Still, Mr. Tsui directed and co-wrote an iconic work of the New Wave, which was defined by vernacular Hong Kong Cantonese slang, gritty urban backdrops and an unblinking look at modern society.
“Dangerous Encounter of the First Kind” (1980) was censored by the then-British government for its graphic depictions of youth violence. It is about a criminally insane schoolgirl and three hapless Hong Kong schoolboys who become tangled in a web of terrorism, bombings, animal abuse and a final encounter with gun-wielding Western bad guys.
“It was banned because the students did such terrible things, like bombings,” Mr. Tsui said.
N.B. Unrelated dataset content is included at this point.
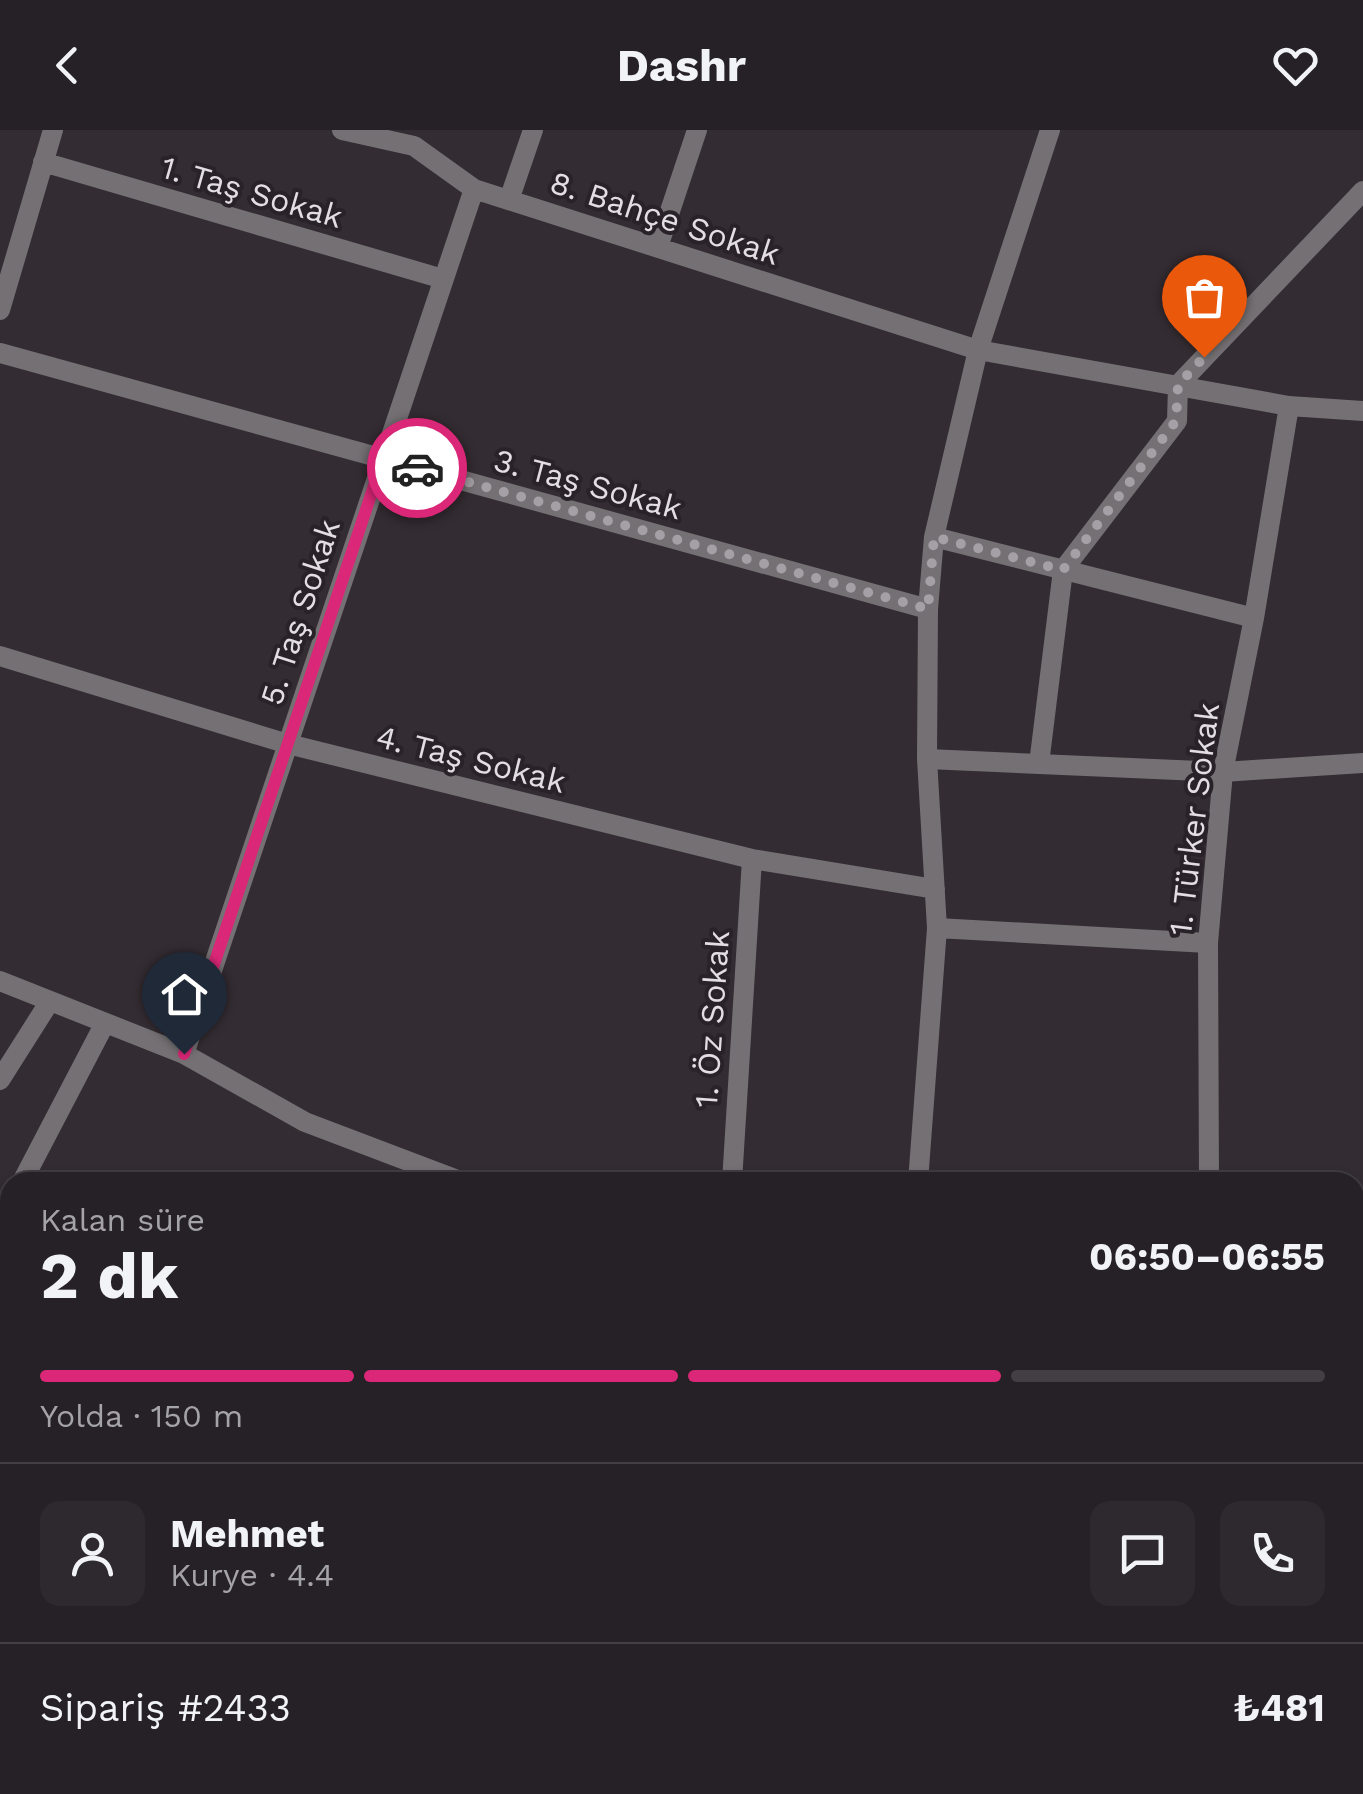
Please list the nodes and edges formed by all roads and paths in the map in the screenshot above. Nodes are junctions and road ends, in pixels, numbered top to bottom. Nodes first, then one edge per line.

More than 30 years later, the full, uncut version was screened publicly in Hong Kong for the first time on June 4, during the Noir film festival.
Censorship is a hot topic in Hong Kong, as local moviemakers increasingly work on productions on the Chinese mainland.
“There are restrictions everywhere,” Mr. Tsui said. “I was banned in Hong Kong all those years ago. Every society has its taboos. But China has more limits than most and some topics that you can’t talk about.
“The government is very sensitive about history,” he added. “Five experts look over your script, and then you have to explain your interpretation. Of course, there are things you can’t film. But this is your choice: Do you want to go where the market is? If Bertolucci could go to China to make ‘The Last Emperor,’ why can’t we?”
In November, he will begin filming “The Taking of Tiger Mountain.” He has begun to write the screenplay for another “Detective Dee” movie.
He brushed away concerns that Hong Kong’s distinct cinematic style would be lost as it integrated more with China.
“Hong Kong cinema is already a global phenomenon,” he said. “The China market is opening up. In the near future, it will be open to the world, so it’s only natural that we go there, too.”